Welcome to the Internet and people that don’t take shit.

Update: They’ll be writing songs about it next. Oh yeah, they have.

Update: And now there’s a music version of the Voicemail.

The new Irish voters and the potential revolution if they’re tapped

Tuesday, October 2nd, 2007

Come the next election, the new kids on the block in terms of those who will vote for the first time, will be a generation who have not known what a world without the web is. It was there before they were born, like the sky. Imagine a generation where radio and TV were new and imagine trying to get your head around it while the younger ones figured it out in seconds. This is who we are. The web is here and is already strongly influencing the next generation of voters where they spend more time on Bebo than reading newspapers and listening to the radio. Friending, IMing, knowing exactly the moods and thoughts and intimate photos of their friends is the de rigeur. It is time for our generation to adapt to them, they won’t adapt to us and they seem to be making that obvious more and more.

This new generation doesn’t care about privacy, doesn’t care about the way things were done, they are used to doing less and getting more for it and they don’t carry the fears we still have from mass emmigration and unemployment to what people think of them. This is the generation that doesn’t care if they lose their Bebo password, they’ll just create a new profile and start again, they don’t really care about losing their mobile or changing number, they’ll simply use the knowledge of the group to get back most numbers. Their own lives seem to be structured like the net, if one node with information goes down (i.e. lose a mobile) the rest of the Net will keep going and they can restore from that. Fascinating to see and I doubt many people can figure out how this works, nevermind those in the political environment.

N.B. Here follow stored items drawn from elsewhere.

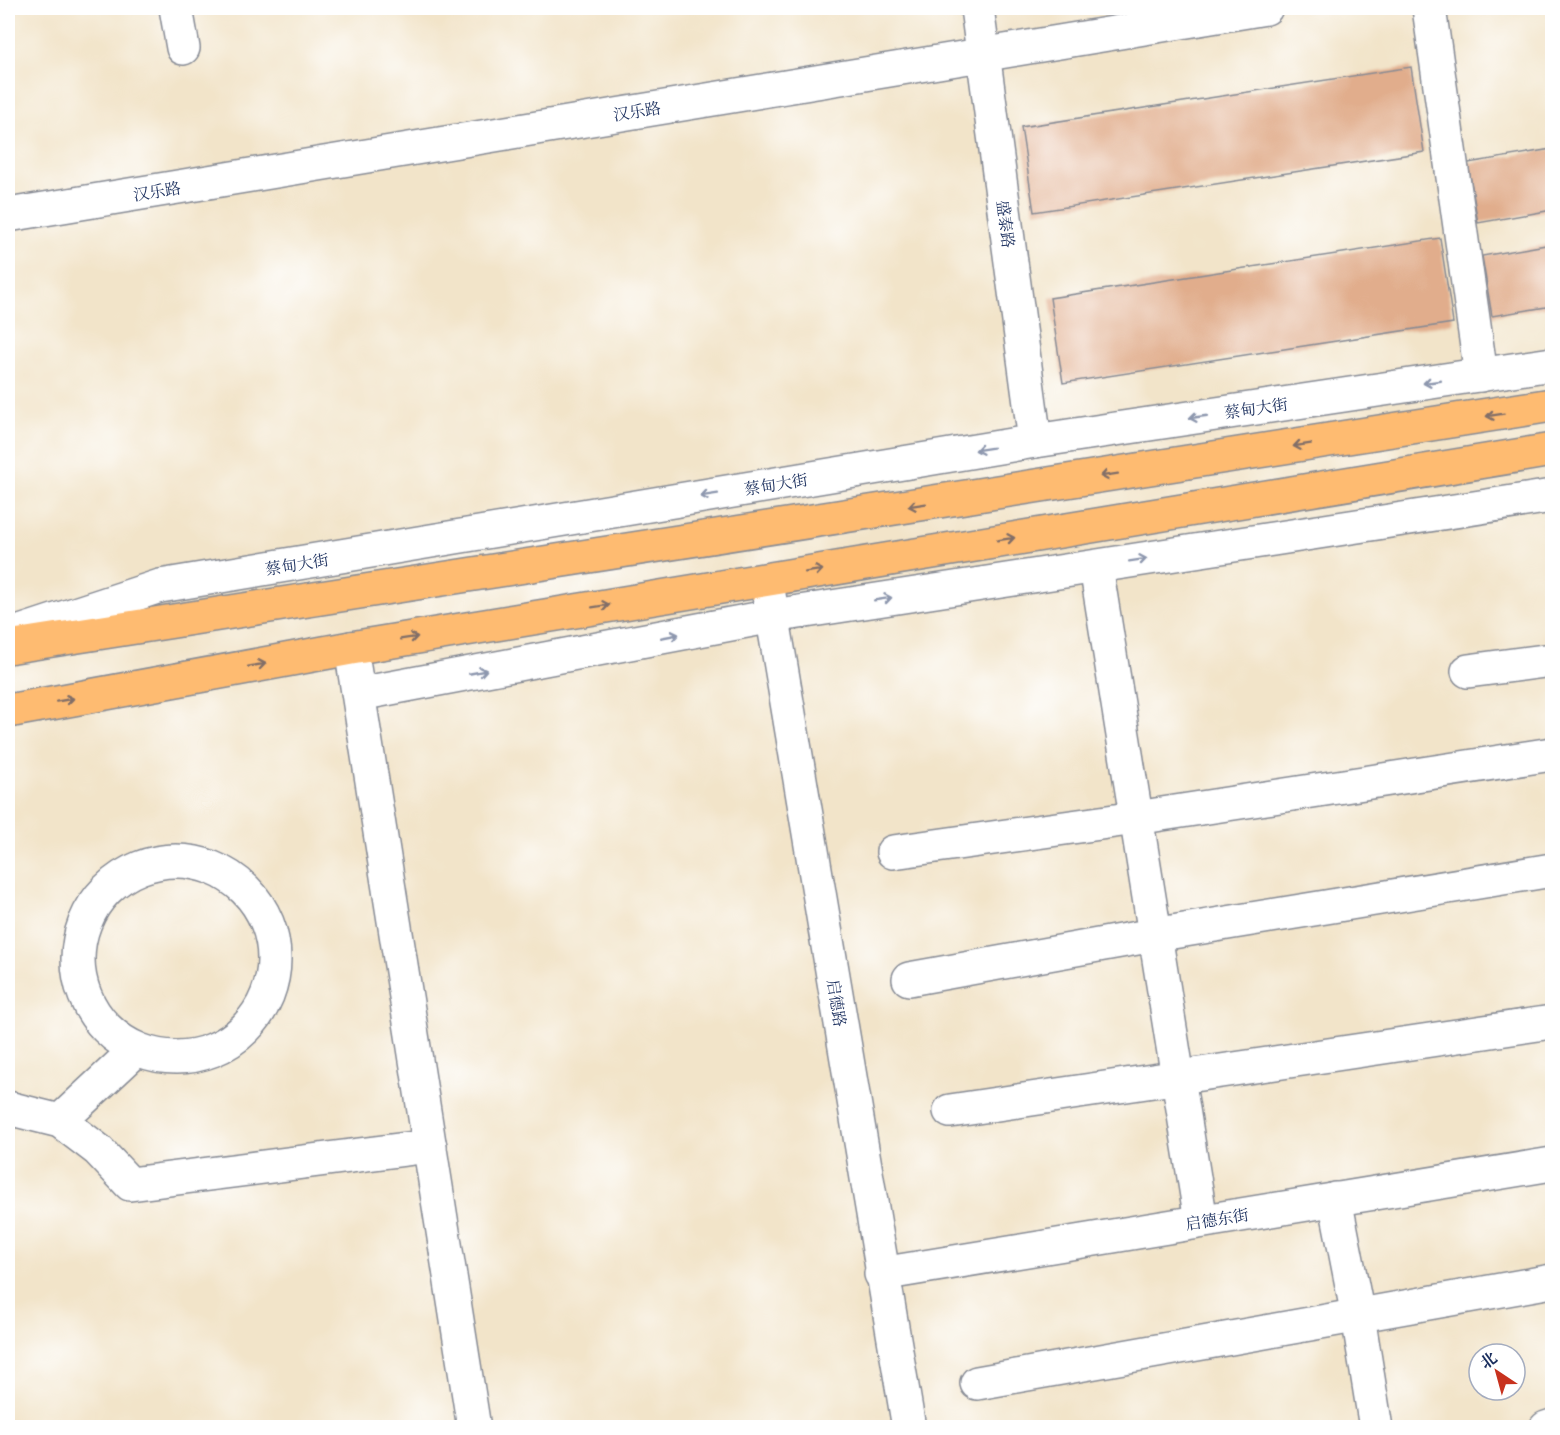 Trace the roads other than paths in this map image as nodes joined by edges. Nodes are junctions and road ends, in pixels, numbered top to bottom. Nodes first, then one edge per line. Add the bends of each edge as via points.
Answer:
1 (176, 8) edge
2 (977, 8) edge
3 (1266, 8) edge
4 (1429, 8) edge
5 (183, 48) dead end
6 (984, 54) junction
7 (8, 215) edge
8 (1552, 364) edge
9 (1481, 375) junction
10 (1552, 405) edge
11 (1035, 441) junction
12 (1552, 450) edge
13 (1552, 496) edge
14 (1096, 567) junction
15 (766, 579) junction
16 (773, 616) junction
17 (8, 636) edge
18 (8, 647) edge
19 (351, 648) junction
20 (1552, 660) edge
21 (1468, 671) dead end
22 (359, 694) junction
23 (8, 711) edge
24 (1552, 754) edge
25 (1136, 818) junction
26 (893, 852) dead end
27 (1552, 870) edge
28 (1154, 934) junction
29 (909, 979) dead end
30 (1552, 1022) edge
31 (136, 1050) junction
32 (1178, 1077) junction
33 (8, 1108) edge
34 (950, 1111) dead end
35 (60, 1121) junction
36 (430, 1146) junction
37 (1552, 1164) edge
38 (1335, 1199) junction
39 (1202, 1221) junction
40 (881, 1274) junction
41 (1552, 1281) edge
42 (1358, 1316) junction
43 (977, 1383) dead end
44 (1552, 1426) edge
45 (474, 1428) edge
46 (909, 1428) edge
47 (1376, 1428) edge
48 (1546, 1428) edge

1 - 5 street
2 - 6 street, 盛泰路
3 - 6 street, 汉乐路
4 - 9 street
6 - 7 street, 汉乐路
6 - 11 street, 盛泰路
8 - 9 street, 蔡甸大街
9 -> 11 street, 蔡甸大街
10 -> 18 main road
11 -> 17 street, 蔡甸大街 via 160,586
15 -> 12 main road
14 -> 13 street
16 -> 14 street
14 - 25 street
15 - 16 street, 启德路
19 -> 15 main road
22 -> 16 street
16 - 40 street, 启德路
19 - 22 street
23 -> 19 main road
20 - 21 street
22 - 36 street
24 - 25 street
25 - 26 street
25 - 28 street
27 - 28 street
28 - 29 street
28 - 32 street
30 - 32 street
31 - 31 street via 110,1034 89,1007 78,976 78,942 89,911 111,885 139,867 172,860 205,864 235,879 259,903 272,932 275,964 268,995 253,1022 229,1043 209,1052 168,1058
31 - 35 street
32 - 34 street
32 - 39 street
33 - 35 street
35 - 36 street via 98,1149 130,1184
36 - 45 street
37 - 38 street, 启德东街
38 - 39 street, 启德东街
38 - 42 street
39 - 40 street, 启德东街
40 - 46 street, 启德路
41 - 42 street
42 - 43 street
42 - 47 street
44 - 48 street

We saw what a total bag o’crap Rock The Vote was and we saw that voter turnout is still appalling despite old wrinkly people trying to lecture people using YouTube. We need people like Danah Boyd over here, we need anthropologists and sociologists to come onto the web and mix with the digital kids and figure out how to energise them and get them interested in the political and democratic system over here. Nuke all the childish “Yoof” wings of the parties to start with. They’re a new generation trying to be the old generation and already serverely disconnected from what their own generation want and are interested in and they grow more disconnected each day they live the youth wing life. They are mini-me versions of the existing people we all despise.

Perhaps people should figure out how to turn the influence experienced in small tech communities on Twitter and other areas into every day life, where people will trust the judgement of others and listen to their breakdowns of party policies. If 20 people buy nokia tablets because of one or two people, can that be transferred into having party neutral “analysts” that others can tune into too? Can a local politician use their blog to engage more and more and build up a following there that they couldn’t using traditional media? And then turn that readership into leaders of small cells of people that can assert strong influence on voters? Pyramid scheme politics?

I’m not sure what exactly will be the way to do it, but the way politics is done will have to change because even if the existing parties fight for the status quo, someone will come along and tap into the new generation and the disaffected and suddenly they’re a powerhouse.